Host-import source errors expose redacted rejection classifiers for outer
diagnostics that do not need the full source enum. The Wasmtime adapter adds
redacted phase and import attribution, and its lower-level runtime failure
detail also uses a closed class vocabulary while dropping raw Wasmtime and OS
source text. Host-import rejection attribution is kept with the typed source
error until the operational event is built. These classifiers do not replace
typed source errors.
Operational diagnostics may include plugin identity, lifecycle hook, a closed
host-import name, closed rejection shape, closed runtime failure class, closed
revocation reason, closed handle kind, capability shape, queue name, closed
limit field name, and byte counts. They must not include guest payloads,
workspace bytes, raw paths, OS error strings, buffer text, register contents,
or Bevy entities.
Lifecycle hooks, host imports, runtime setup failures, canonical ABI
post-return cleanup failures, revocation reasons, handle kinds, and resource
handle rejection reasons use closed vocabularies before becoming operational
events. Closed queue, revocation-reason, handle-kind, resource-handle
rejection, host-state mismatch, and host-import rejection classes render
through explicit stable text, not Rust debug formatting.
Proposal lane diagnostics may expose proposal ids, source identity, capability
shape, target shape, base revision, redacted edit shape, and redacted diff byte
counts. They must not expose the proposed replacement text.

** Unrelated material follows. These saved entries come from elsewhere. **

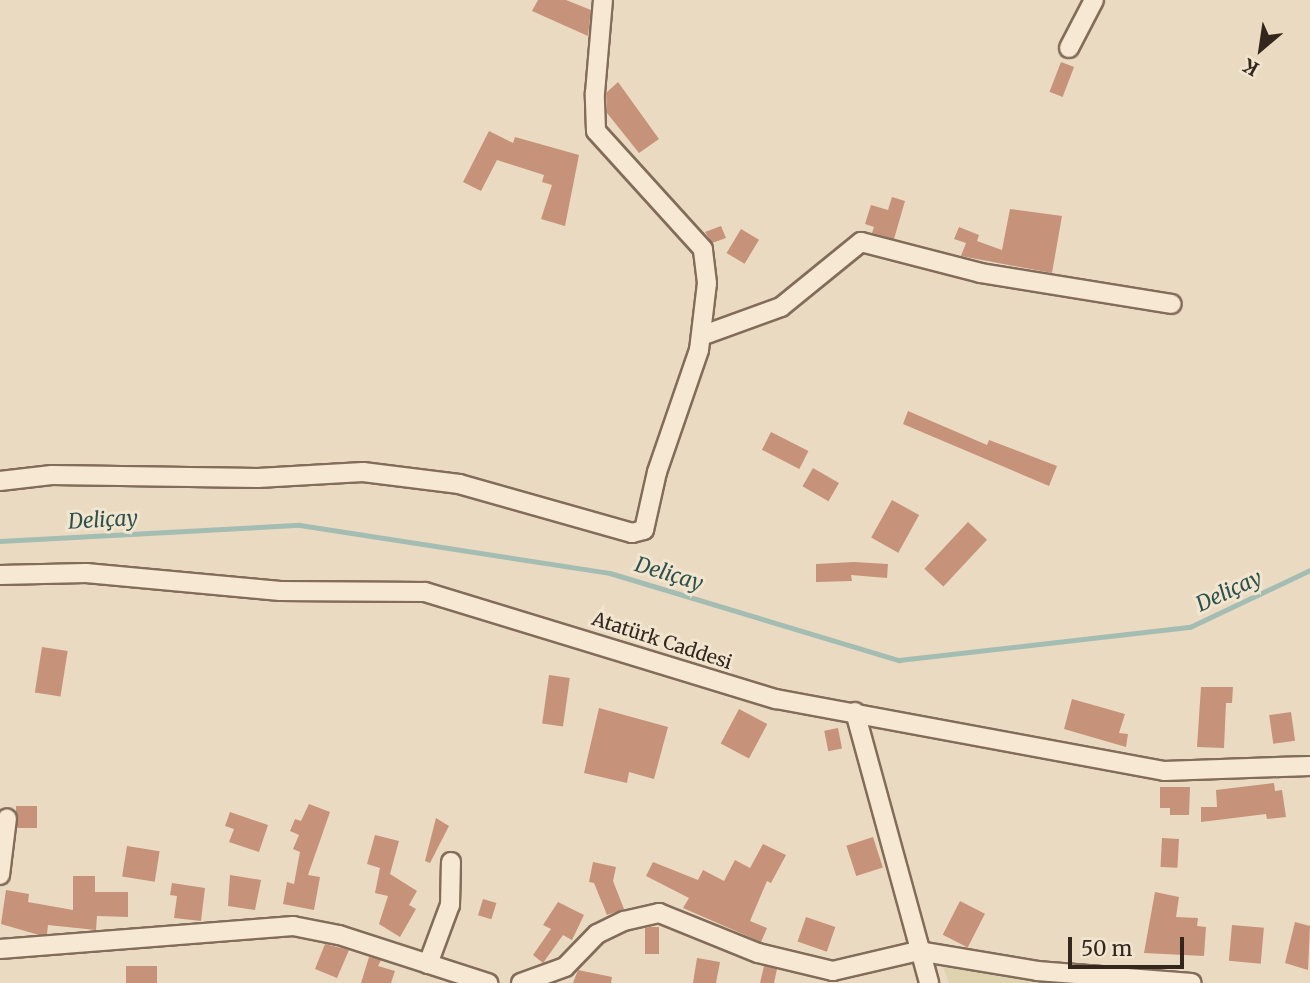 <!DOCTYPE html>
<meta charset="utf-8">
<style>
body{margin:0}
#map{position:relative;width:1310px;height:983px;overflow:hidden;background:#eadac1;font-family:Merriweather,serif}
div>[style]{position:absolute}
.farmland>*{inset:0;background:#dfd3af}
.stream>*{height:4.5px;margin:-2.25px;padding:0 2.25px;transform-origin:2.25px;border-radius:2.25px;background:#a3bdb3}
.building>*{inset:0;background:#c69279;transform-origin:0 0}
.roads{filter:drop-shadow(2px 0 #826c5a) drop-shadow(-2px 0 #826c5a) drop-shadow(0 2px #826c5a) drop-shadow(0 -2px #826c5a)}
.minor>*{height:18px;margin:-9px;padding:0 9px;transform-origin:9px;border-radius:9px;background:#f6e8d3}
span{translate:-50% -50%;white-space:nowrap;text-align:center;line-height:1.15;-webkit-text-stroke:6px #f2e5d0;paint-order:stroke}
.street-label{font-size:19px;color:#33261d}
.water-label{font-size:21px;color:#2d524c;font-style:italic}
.north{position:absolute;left:1226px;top:14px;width:70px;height:70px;-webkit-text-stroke:5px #f2e5d0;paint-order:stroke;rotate:209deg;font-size:19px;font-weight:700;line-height:28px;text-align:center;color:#33261d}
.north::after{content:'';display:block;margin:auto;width:24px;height:32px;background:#33261d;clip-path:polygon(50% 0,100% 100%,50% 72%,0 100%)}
.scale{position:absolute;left:1068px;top:937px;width:116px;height:32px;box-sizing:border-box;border:4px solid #33261d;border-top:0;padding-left:9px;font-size:21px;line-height:24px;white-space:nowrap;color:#33261d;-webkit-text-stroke:5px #f2e5d0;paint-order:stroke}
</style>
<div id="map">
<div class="farmland">
<i style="clip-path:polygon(943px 967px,1059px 983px,949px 983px)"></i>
</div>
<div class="stream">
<i style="left:0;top:541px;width:300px;rotate:-3.1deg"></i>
<i style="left:300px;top:525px;width:314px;rotate:8.8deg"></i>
<i style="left:610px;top:573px;width:302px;rotate:16.8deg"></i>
<i style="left:899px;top:660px;width:293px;rotate:-6.5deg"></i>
<i style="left:1190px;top:627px;width:133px;rotate:-25.4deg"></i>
</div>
<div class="building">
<i style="clip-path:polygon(538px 0,566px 0,591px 10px,588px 36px,532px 11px)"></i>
<i style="left:1061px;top:62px;width:14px;height:32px;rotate:21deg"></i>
<i style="clip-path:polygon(618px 82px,659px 139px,639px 153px,607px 113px,606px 93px)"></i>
<i style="clip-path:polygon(489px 131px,513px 143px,515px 137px,579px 155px,565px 226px,541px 219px,552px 185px,542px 182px,544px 175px,497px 160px,481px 191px,463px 182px)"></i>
<i style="clip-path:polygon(892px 197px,905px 201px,894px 239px,872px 233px,874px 227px,865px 224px,871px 205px,888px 210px)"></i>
<i style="clip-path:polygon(1010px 209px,1062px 216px,1052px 273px,961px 256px,966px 243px,954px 239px,959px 227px,979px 235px,977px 241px,1002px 250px)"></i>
<i style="clip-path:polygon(721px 226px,726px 238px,712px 243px,705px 232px)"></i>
<i style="left:741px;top:229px;width:21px;height:28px;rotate:31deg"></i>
<i style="clip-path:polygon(908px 411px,987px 445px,989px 440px,1057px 466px,1049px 486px,903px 424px)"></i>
<i style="left:771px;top:432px;width:42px;height:20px;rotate:27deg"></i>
<i style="left:813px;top:468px;width:30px;height:21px;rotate:30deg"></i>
<i style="left:892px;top:500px;width:31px;height:43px;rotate:29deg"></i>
<i style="left:968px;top:522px;width:26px;height:64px;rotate:43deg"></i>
<i style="clip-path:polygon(854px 562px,888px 564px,887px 578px,851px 575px,852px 581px,816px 582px,816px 564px)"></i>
<i style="left:42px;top:647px;width:26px;height:46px;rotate:9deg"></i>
<i style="left:549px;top:675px;width:21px;height:49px;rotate:8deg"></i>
<i style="clip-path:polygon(1201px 687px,1233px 687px,1232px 703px,1226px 703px,1224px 748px,1197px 747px)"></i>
<i style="clip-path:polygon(1072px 699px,1125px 714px,1119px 733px,1128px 734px,1126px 747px,1064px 729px)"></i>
<i style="clip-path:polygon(599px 708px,668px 727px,654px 779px,629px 772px,627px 783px,584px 773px)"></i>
<i style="left:739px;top:709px;width:32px;height:39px;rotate:28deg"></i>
<i style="left:1291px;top:712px;width:29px;height:22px;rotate:82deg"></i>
<i style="left:838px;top:728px;width:21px;height:14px;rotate:79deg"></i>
<i style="clip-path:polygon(1274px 783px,1275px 791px,1282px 790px,1286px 817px,1267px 819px,1266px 814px,1201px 822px,1201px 807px,1217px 807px,1216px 790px)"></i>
<i style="clip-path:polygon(1160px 787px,1190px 787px,1189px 815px,1170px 815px,1170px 808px,1160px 808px)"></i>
<i style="clip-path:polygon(309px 804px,330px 812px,308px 875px,320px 877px,314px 910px,283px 904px,287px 882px,294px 884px,300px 852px,293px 849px,299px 835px,290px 831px,295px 819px,301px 821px)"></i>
<i style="left:16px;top:806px;width:21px;height:22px"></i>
<i style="clip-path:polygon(230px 812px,268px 825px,259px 852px,229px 842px,234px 829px,225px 826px)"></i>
<i style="clip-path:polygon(436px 818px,449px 826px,430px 863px,425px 861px)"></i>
<i style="clip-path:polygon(375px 835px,399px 841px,390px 874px,417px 891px,409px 905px,416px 909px,400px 937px,379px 924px,388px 896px,375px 893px,380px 868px,367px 864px)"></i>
<i style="left:873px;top:837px;width:32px;height:28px;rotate:72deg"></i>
<i style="left:1162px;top:838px;width:17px;height:29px;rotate:3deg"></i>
<i style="clip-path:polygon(763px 844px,786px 855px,771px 883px,767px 881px,750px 921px,767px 928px,761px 942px,683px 908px,689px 898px,646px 876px,653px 862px,698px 880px,703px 870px,724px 881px,735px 860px,750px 868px)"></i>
<i style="left:127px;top:846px;width:33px;height:31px;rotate:9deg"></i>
<i style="clip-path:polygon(593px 862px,616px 867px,613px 881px,624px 909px,607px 915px,594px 883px,589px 882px)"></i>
<i style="clip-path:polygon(230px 875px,261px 880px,255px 910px,228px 906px)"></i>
<i style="clip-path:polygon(73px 876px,95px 876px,95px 892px,128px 892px,128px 917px,97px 916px,96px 930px,48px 925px,47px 934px,39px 935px,1px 924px,6px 890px,29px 894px,28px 902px,73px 910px)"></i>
<i style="clip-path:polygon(172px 883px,205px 888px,201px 921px,174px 918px,177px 896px,170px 895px)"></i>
<i style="clip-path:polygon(1155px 892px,1179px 897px,1176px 917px,1198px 918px,1197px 926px,1206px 927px,1204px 956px,1144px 953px)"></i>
<i style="left:483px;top:899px;width:14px;height:17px;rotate:17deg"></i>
<i style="left:960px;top:901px;width:28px;height:38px;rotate:27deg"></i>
<i style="clip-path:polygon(558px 902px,584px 915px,572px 940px,563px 935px,543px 963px,533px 955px,551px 929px,543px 925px)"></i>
<i style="left:806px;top:917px;width:31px;height:26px;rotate:19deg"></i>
<i style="clip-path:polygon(1295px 922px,1310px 926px,1308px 970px,1285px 963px)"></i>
<i style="left:1232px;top:925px;width:32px;height:36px;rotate:5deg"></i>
<i style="clip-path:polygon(650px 927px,659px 927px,659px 954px,645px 954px,645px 928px)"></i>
<i style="clip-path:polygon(325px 944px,349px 950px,337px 978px,315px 969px)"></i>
<i style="clip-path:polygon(369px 957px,381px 960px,378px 966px,395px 971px,391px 983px,361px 983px)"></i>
<i style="clip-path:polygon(697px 958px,720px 962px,716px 983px,693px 983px)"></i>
<i style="left:157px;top:966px;width:17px;height:31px;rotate:90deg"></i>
<i style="clip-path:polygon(764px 966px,777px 969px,774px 983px,760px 983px)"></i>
<i style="clip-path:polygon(578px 970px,612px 977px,611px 983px,573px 983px)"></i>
</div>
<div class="roads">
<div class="minor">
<i style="left:1069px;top:48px;width:54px;rotate:-62.5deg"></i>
<i style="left:701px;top:336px;width:85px;rotate:-19.9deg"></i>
<i style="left:781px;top:307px;width:103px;rotate:-39.1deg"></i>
<i style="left:861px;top:242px;width:124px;rotate:14.5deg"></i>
<i style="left:981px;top:273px;width:193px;rotate:9.2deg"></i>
<i style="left:0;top:481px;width:52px;rotate:-6.6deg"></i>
<i style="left:52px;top:475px;width:206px;rotate:0.8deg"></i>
<i style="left:258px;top:478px;width:105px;rotate:-3.3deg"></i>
<i style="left:363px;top:472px;width:97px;rotate:7.1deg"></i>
<i style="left:459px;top:484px;width:180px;rotate:15.8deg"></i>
<i style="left:632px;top:533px;width:12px;rotate:-14deg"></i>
<i style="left:644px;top:530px;width:59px;rotate:-77.4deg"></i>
<i style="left:657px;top:472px;width:129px;rotate:-71deg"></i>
<i style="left:699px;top:350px;width:67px;rotate:-83.2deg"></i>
<i style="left:707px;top:283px;width:34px;rotate:-97deg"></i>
<i style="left:703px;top:249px;width:159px;rotate:-132.2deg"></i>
<i style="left:596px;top:131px;width:38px;rotate:-92deg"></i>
<i style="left:595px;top:93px;width:93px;rotate:-85.1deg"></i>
<i style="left:0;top:575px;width:86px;rotate:-1.3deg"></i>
<i style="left:86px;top:573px;width:195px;rotate:5.3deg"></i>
<i style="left:280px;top:591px;width:145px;rotate:0.4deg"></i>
<i style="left:425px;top:592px;width:367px;rotate:17deg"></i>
<i style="left:776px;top:699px;width:395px;rotate:10.5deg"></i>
<i style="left:1164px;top:771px;width:146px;rotate:-2deg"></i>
<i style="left:855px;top:712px;width:281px;rotate:74.7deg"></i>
<i style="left:0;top:875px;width:57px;rotate:-83deg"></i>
<i style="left:0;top:949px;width:294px;rotate:-4.5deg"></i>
<i style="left:293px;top:926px;width:47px;rotate:11.1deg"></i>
<i style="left:339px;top:935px;width:157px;rotate:17.9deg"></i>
<i style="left:428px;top:964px;width:63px;rotate:-69.6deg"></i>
<i style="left:450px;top:905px;width:43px;rotate:-88.7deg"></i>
<i style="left:521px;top:983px;width:47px;rotate:-20deg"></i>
<i style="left:565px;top:967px;width:46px;rotate:-45.9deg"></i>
<i style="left:597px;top:934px;width:30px;rotate:-26deg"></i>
<i style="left:624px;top:921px;width:36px;rotate:-13deg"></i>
<i style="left:659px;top:913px;width:107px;rotate:22deg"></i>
<i style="left:758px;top:953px;width:77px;rotate:13.5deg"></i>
<i style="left:833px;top:971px;width:87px;rotate:-13.2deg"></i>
<i style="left:918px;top:951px;width:121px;rotate:9.5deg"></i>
<i style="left:1037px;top:971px;width:155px;rotate:4.4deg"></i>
</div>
</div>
<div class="street-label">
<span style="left:662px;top:641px;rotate:18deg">Atatürk Caddesi</span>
</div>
<div class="water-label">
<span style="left:103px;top:520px;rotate:-3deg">Deliçay</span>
<span style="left:669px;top:574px;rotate:17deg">Deliçay</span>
<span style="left:1229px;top:591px;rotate:-25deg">Deliçay</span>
</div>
<div class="north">K</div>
<div class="scale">50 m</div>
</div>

Proposal review policy is not plugin authority and does not let a guest bypass
the proposal lane. It chooses the post-drain handling for admitted buffer edit
proposals from the producing plugin's validated identity. Unconfigured proposal
sources use the inert compatibility default, `auto_apply`.
Proposal receipts may expose proposal ids, source identity, capability shape,
target shape, base revision, redacted edit shape, owner boundary, result
revision, or closed rejection reason. They must not expose proposed replacement
text or raw ECS ids.
Proposal capability attribution derives from `CapabilityAtom`. Proposal-specific
wrappers are acceptable when they constrain which atoms can appear at a given
proposal boundary.
Workspace I/O success values may expose escaped display paths and bounded bytes
only through explicit accessors for the owner/user surface that requested them.
Debug, operational events, and future replay traces must reduce those successes
to operation kind, byte counts, and closed outcome classes.
Observe-task queue and pending/sealed batch debug output is count-shaped; task
handles and per-task retained shapes stay behind explicit task-result and
enqueue-report accessors.
Successful-return aggregate debug output is also count-shaped. Host-import and
owner-batch proofs expose identity plus work counts rather than formatting the
nested sealed effect, workspace I/O, or observe-task batches by convention.
Guest-visible workspace observations use a narrower projection than owner/user
surfaces: success carries bounded bytes only, and failure carries a closed
rejection without raw paths or filesystem cause.
Runtime trace events are diagnostic artifacts, not authority. They may retain
plugin identity, capability spellings, non-zero host task ids, revisions, byte
counts, closed operational classes, and redacted edit shapes. They must not
retain raw ECS ids, workspace-relative paths, host paths, status text,
replacement text, buffer text, file bytes, OS errors, or guest payloads.